Thứ Năm, 26 tháng 3, 2015

Benefits for unemployed EU citizens: the CJEU may complicate David Cameron’s renegotiation strategy


 

Steve Peers

The issue of the free movement (or ‘immigration’) of EU citizens between Member States has become highly controversial politically, especially in the UK. In particular, their access to benefits remains highly contentious. The CJEU has the chance to clarify some key issues on this point, in the pending case of Alimanovic, in which an Advocate-General issued an opinion today.

Today’s opinion is not binding, so we must wait to see if the CJEU is willing to follow it. But if it does, the Court will complicate the Conservative party’s strategy to renegotiate the UK’s EU membership. Even if the result of the upcoming UK general election means that the Conservative party’s plans are moot, the judgment will still be relevant to the Labour party’s less far-reaching plans to restrict EU citizens’ access to benefits.

Background

The CJEU ruled in November 2014 in the well-known Dano judgment (discussed here) that unemployed EU citizens who moved to another Member State could not access social benefits there, if they were not looking for work. This ruling did not apply to other categories of unemployed EU citizens: those who moved to another Member State and were looking for work there, and those who had worked there already and become unemployed. Today’s opinion concerns both of these categories.

According to the EU citizens’ Directive,unemployed EU citizens looking for work in another Member State cannot obtain social assistance benefits from another Member State if they have not worked in that State. However, the case law of the CJEU states that those citizens can rely on the free movement of workers rules in the EU Treaty in order to claim benefits related to the labour market.

As for those EU citizens who have worked in that Member State and become unemployed, the Directive says that they retain worker status (and therefore access to benefits, including social assistance) if they have worked there more than one year. They also retain worker status if they have worked there for less than that period, although in that case they only keep that status for six months. However, again relying on the Treaty free movement rules, the CJEU has ruled that worker status can be retained in other cases too, for instance by women who have stopped work briefly due to maternity (see discussion here).

The Conservative party position is that EU citizens working in a Member State should have to wait four years to get access to tax credits, social housing and housing benefits, as well as no taxpayer support for job-seekers. As I discussed before, these are the first and eighth of Cameron’s nine objectives in the planned renegotiation of EU membership (in so far as it concerns ‘migration’ from the rest of the EU). The Labour party position is that EU citizens should have to wait two years for benefits.

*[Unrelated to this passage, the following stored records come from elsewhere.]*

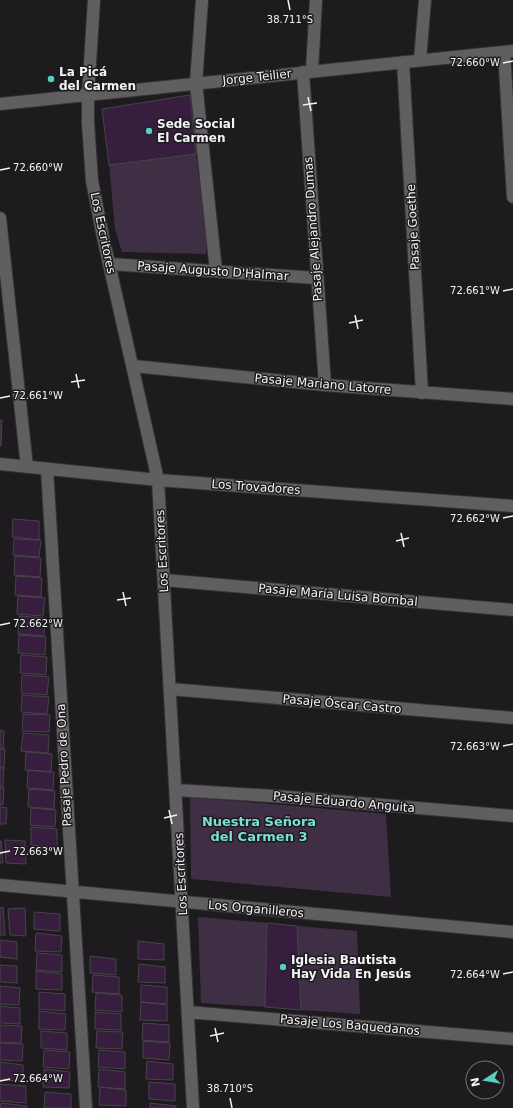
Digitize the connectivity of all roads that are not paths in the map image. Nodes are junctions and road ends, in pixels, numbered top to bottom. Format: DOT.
graph roads {
  1 [pos="94,0"];
  2 [pos="202,0"];
  3 [pos="316,0"];
  4 [pos="425,0"];
  5 [pos="509,51"];
  6 [pos="420,60"];
  7 [pos="403,62"];
  8 [pos="307,72"];
  9 [pos="196,83"];
  10 [pos="88,95"];
  11 [pos="0,104"];
  12 [pos="513,197"];
  13 [pos="0,218"];
  14 [pos="110,264"];
  15 [pos="216,272"];
  16 [pos="316,278"];
  17 [pos="133,366"];
  18 [pos="325,385"];
  19 [pos="422,393"];
  20 [pos="513,399"];
  21 [pos="0,464"];
  22 [pos="27,467"];
  23 [pos="47,469"];
  24 [pos="158,480"];
  25 [pos="513,506"];
  26 [pos="164,580"];
  27 [pos="513,610"];
  28 [pos="170,689"];
  29 [pos="513,718"];
  30 [pos="176,790"];
  31 [pos="513,816"];
  32 [pos="0,885"];
  33 [pos="72,892"];
  34 [pos="182,903"];
  35 [pos="513,932"];
  36 [pos="188,1012"];
  37 [pos="513,1039"];
  38 [pos="86,1108"];
  39 [pos="193,1108"];
  1 -- 10 [label="street, Los Escritores"];
  2 -- 9 [label="street"];
  3 -- 8 [label="street, Pasaje Alejandro Dumas"];
  4 -- 6 [label="street"];
  5 -- 6 [label="street, Jorge Teilier"];
  5 -- 12 [label="street"];
  6 -- 7 [label="street, Jorge Teilier"];
  7 -- 8 [label="street, Jorge Teilier"];
  7 -- 19 [label="street, Pasaje Goethe"];
  8 -- 9 [label="street, Jorge Teilier"];
  8 -- 16 [label="street, Pasaje Alejandro Dumas"];
  9 -- 10 [label="street, Jorge Teilier"];
  9 -- 15 [label="street"];
  10 -- 11 [label="street, Jorge Teilier"];
  10 -- 14 [label="street, Los Escritores"];
  13 -- 22 [label="street"];
  14 -- 15 [label="street, Pasaje Augusto D'Halmar"];
  14 -- 17 [label="street, Los Escritores"];
  15 -- 16 [label="street, Pasaje Augusto D'Halmar"];
  16 -- 18 [label="street, Pasaje Alejandro Dumas"];
  17 -- 18 [label="street, Pasaje Mariano Latorre"];
  17 -- 24 [label="street, Los Escritores"];
  18 -- 19 [label="street, Pasaje Mariano Latorre"];
  19 -- 20 [label="street, Pasaje Mariano Latorre"];
  21 -- 22 [label="street, Los Trovadores"];
  22 -- 23 [label="street, Los Trovadores"];
  23 -- 24 [label="street, Los Trovadores"];
  23 -- 33 [label="street, Pasaje Pedro de Ona"];
  24 -- 25 [label="street, Los Trovadores"];
  24 -- 26 [label="street, Los Escritores"];
  26 -- 27 [label="street, Pasaje María Luisa Bombal"];
  26 -- 28 [label="street, Los Escritores"];
  28 -- 29 [label="street, Pasaje Óscar Castro"];
  28 -- 30 [label="street, Los Escritores"];
  30 -- 31 [label="street, Pasaje Eduardo Anguita"];
  30 -- 34 [label="street, Los Escritores"];
  32 -- 33 [label="street, Los Organilleros"];
  33 -- 34 [label="street, Los Organilleros"];
  33 -- 38 [label="street, Pasaje Pedro de Ona"];
  34 -- 35 [label="street, Los Organilleros"];
  34 -- 36 [label="street, Los Escritores"];
  36 -- 37 [label="street, Pasaje Los Baquedanos"];
  36 -- 39 [label="street, Los Escritores"];
}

The case concerns Swedish citizens (a mother and her children) who had lived in Germany before, left for a number of years, and then returned there. The mother and oldest child then worked in Germany briefly, but became unemployed. Do they have access to benefits?

The Opinion

The Advocate-General first clarifies that the benefits are social assistance, not labour-market related. So job-seekers in general do not have access to them; only former workers do. But as part of this analysis, he reaffirms the current rule that the Treaty gives job-seekers access to labour-market related benefits.

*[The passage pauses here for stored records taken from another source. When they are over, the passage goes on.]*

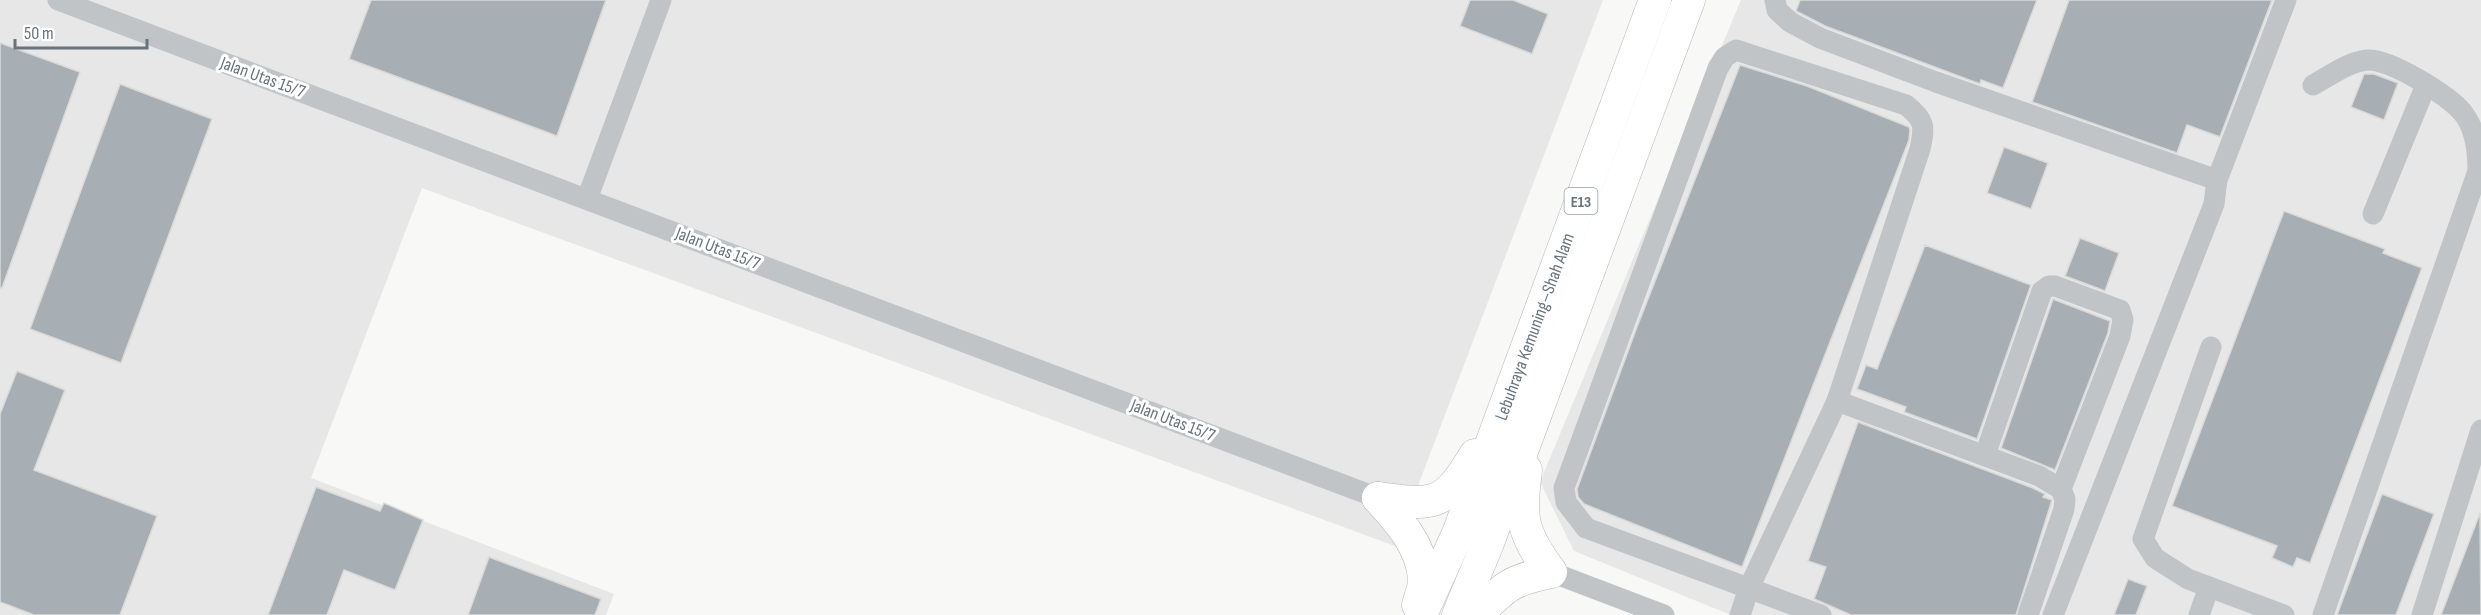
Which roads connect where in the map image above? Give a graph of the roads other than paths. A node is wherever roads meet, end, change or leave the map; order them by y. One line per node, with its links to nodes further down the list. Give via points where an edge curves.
1 (58, 0): 10 (street, Jalan Utas 15/7)
2 (661, 0): 10 (street)
3 (1655, 0): 14 (highway, Lebuhraya Kemuning–Shah Alam / E13)
4 (1689, 0): 15 (highway, Lebuhraya Kemuning–Shah Alam / E13)
5 (1775, 0): 9 (street, via 1777,10 1790,22 1820,38)
6 (2286, 0): 9 (street)
7 (2313, 85): 8 (street, via 2353,63 2370,59 2414,75)
8 (2426, 86): 11 (street); 34 (street, via 2463,112 2473,130 2478,171)
9 (2217, 180): 31 (street, via 2214,204)
10 (587, 199): 19 (street, Jalan Utas 15/7)
11 (2373, 214)
12 (2211, 347): 21 (street, via 2143,539 2155,558)
13 (1838, 400): 17 (street); 22 (street); 22 (street, via 1920,149 1924,131 1920,116 1906,105 1736,50 1718,68 1564,488 1566,502 1586,528)
14 (1507, 402): 19 (highway, via 1460,480 1439,499 1413,503); 24 (highway, Lebuhraya Kemuning–Shah Alam / E13, via 1459,531)
15 (1532, 424): 20 (highway, via 1522,500 1526,533); 25 (highway, Lebuhraya Kemuning–Shah Alam / E13)
16 (2481, 430): 35 (street)
17 (1985, 455): 18 (street); 18 (street, via 2042,291 2055,286 2120,310 2120,336)
18 (2061, 489): 30 (street, via 2064,509)
19 (1378, 498): 23 (highway, via 1402,524 1415,546 1424,579)
20 (1551, 572): 26 (highway, via 1522,578 1500,590); 27 (street)
21 (2209, 587): 32 (street); 33 (street)
22 (1749, 588): 28 (street); 29 (street)
23 (1416, 615)
24 (1421, 615)
25 (1458, 615)
26 (1477, 615)
27 (1664, 615)
28 (1740, 615)
29 (1821, 615)
30 (2028, 615)
31 (2054, 615)
32 (2199, 615)
33 (2284, 615)
34 (2322, 615)
35 (2421, 615)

Then he examines whether people who become unemployed after short periods of work in a host Member State can be considered former workers – and therefore retain access to social assistance benefits – in cases besides those listed in the Directive. He argues that they can, in part on the basis of the EU Treaties, and that any Member State which refuses to extend such benefits to them automatically breaches EU law. Instead, a Member State must consider the benefit request on a case-by-case basis, assessing whether there is a sufficient link with the labour market of that State.

Comments

If it is followed by the CJEU, the Opinion makes both the Conservative and Labour plans to renegotiate UK membership as regards EU citizens’ access to benefits harder to achieve. The crucial point is the extent to which renegotiation concerns a Treaty amendment, which is far harder to achieve (unanimous agreement of all Member States, and national ratification) than an amendment to EU legislation, like the citizens’ Directive (qualified majority of Member States, proposal from Commission and agreement of European Parliament).

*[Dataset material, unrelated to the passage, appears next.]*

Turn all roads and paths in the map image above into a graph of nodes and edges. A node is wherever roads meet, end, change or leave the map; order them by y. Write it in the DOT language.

First of all, the Opinion reaffirms that the Treaty requires that all job-seekers get access to labour-market related benefits. So only a Treaty amendment could overturn that rule.

Secondly, the Opinion asserts that the Treaty requires that former workers might have access to benefits, on a case-by-case basis, if they have stopped work in circumstances other than those listed in the Directive. This goes further than the status quo, since the CJEU has only established this point as regards women interrupting work for maternity. The workers concerned have only been employed in Germany for short periods, well below the four-year waiting period that the Conservatives want, or even the two-year period that Labour supports.

It remains to be seen whether the Court will accept today’s opinion, or instead opt for a judgment that more obviously reflects the political sensitivities surrounding unemployed EU citizens’ access to benefits – as it plainly did in the Dano judgment.